Pero por primera vez nos encontramos ante una situación planetaria que modifica
muchos aspectos de nuestra forma de ver. La imposición de la distancia como regla
básica de convivencia no solo tendrá consecuencias sobre el teatro, sino sobre
todos los rituales. Lo que es evidente es que no podremos sobrevivir sin ritual.
¿Qué estoy haciendo? ¿Por qué ahora? ¿Por qué escribo en catalán? ¿Por qué nunca
antes se me invitó a participar de acciones semejantes? Esa tarde, cientos de miles
de fotos de personas vivas aparecieron en las redes recordando a cientos de miles
de personas muertas, de muertes perfectamente evitables, de muertes hipócritamente
no evitadas. El acto, desesperado y humilde, no deja de ser una manualidad. Para
confeccionarla, cualquier humano pasa más o menos por las mismas preguntas que me
he hecho yo. ¿Debo sonreír en la foto o está prohibido? ¿Copio la de algún modelo
que haya visto? ¿Qué conviene que se vea de fondo, una pared blanca o un mundo vivo
y en movimiento? ¿Con letra de imprenta (impersonal) o con manuscrita, que es la
huella de mi mano, mi mano también viva? Quien responde a estas preguntas
transforma una torpe actividad práctica en un ritual. De eso se trata.

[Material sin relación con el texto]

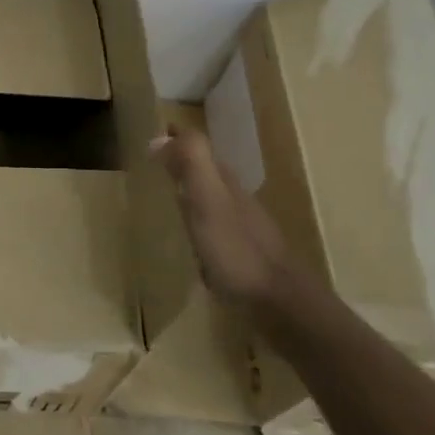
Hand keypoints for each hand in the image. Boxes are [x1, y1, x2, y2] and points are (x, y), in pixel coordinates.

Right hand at [152, 125, 308, 310]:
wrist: (278, 301)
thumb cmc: (236, 249)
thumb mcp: (208, 199)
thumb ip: (191, 163)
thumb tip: (160, 135)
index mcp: (224, 182)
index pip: (198, 148)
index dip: (178, 139)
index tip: (155, 132)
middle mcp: (235, 197)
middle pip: (206, 169)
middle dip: (183, 160)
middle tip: (156, 161)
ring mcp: (242, 225)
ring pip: (211, 196)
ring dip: (191, 188)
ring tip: (167, 193)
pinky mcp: (242, 252)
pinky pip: (214, 223)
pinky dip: (198, 218)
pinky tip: (190, 234)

Esa misma semana, en Nova Scotia, un vecino se disfrazó de policía, pintó su auto
con los colores de la patrulla canadiense y salió por pequeños pueblos costeros a
matar gente; fue por Portapique, por Truro, por Enfield, en dirección a la capital.
Fingiendo ser policía los hacía salir de la casa y los mataba. Todos estaban en
casa, claro, porque estamos en cuarentena. Prendió fuego a algunas viviendas y
también a algunos coches. ¿Qué es esto? ¿Cómo entenderlo? Es una escena más propia
de la vergonzante alienación armamentística de los Estados Unidos; en Canadá
resulta sencillamente impensable. Como el meteorito que el 29 de abril golpearía la
Tierra, mientras debatimos si habrá teatro en los balcones o en las salas.